## YOUR INSTRUCTIONS
What you write should match, word for word, the lines from the one containing "pinky tip: (128, 148)" through the end of the data, with no pictures.

## EXTRACTED MATERIAL

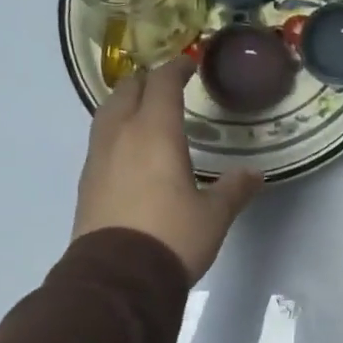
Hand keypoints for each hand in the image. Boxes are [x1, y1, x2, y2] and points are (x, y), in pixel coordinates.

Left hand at [73, 58, 261, 281]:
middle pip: (127, 90)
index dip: (176, 69)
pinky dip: (115, 130)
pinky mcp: (87, 181)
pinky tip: (128, 148)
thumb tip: (255, 174)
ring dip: (125, 102)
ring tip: (143, 110)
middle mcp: (121, 136)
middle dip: (146, 81)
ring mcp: (98, 158)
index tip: (188, 64)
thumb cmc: (172, 237)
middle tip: (166, 84)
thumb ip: (235, 189)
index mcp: (155, 133)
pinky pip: (100, 139)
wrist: (118, 278)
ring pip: (107, 113)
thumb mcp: (214, 215)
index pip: (162, 85)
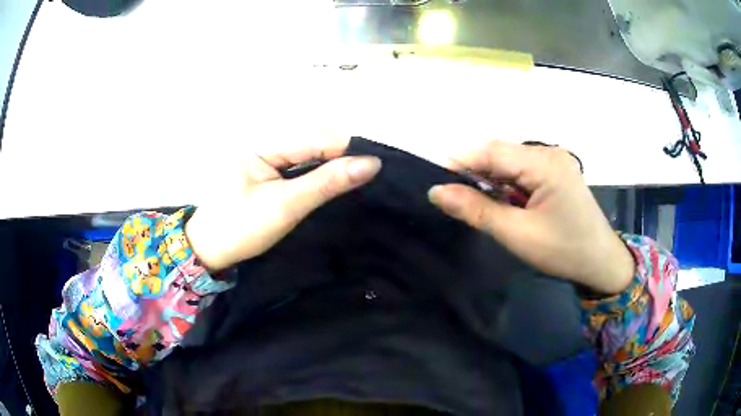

## COMPLETED EXERCISE
pinky tip: (128, 148)
thumb tip: (255, 174)
ring dip: (125, 102)
ring tip: (143, 110)
middle mcp: (121, 136)
middle dip: (146, 81)
ring mcp: (98, 158)
index tip: (188, 64)
thumb cmc: (172, 237)
middle tip: (166, 84)
thumb ip: (235, 189)
index mcp: (155, 133)
pinky pip: (100, 139)
wrist: (118, 278)
ring pip: (107, 113)
thumb mcp: (214, 215)
index pip: (162, 85)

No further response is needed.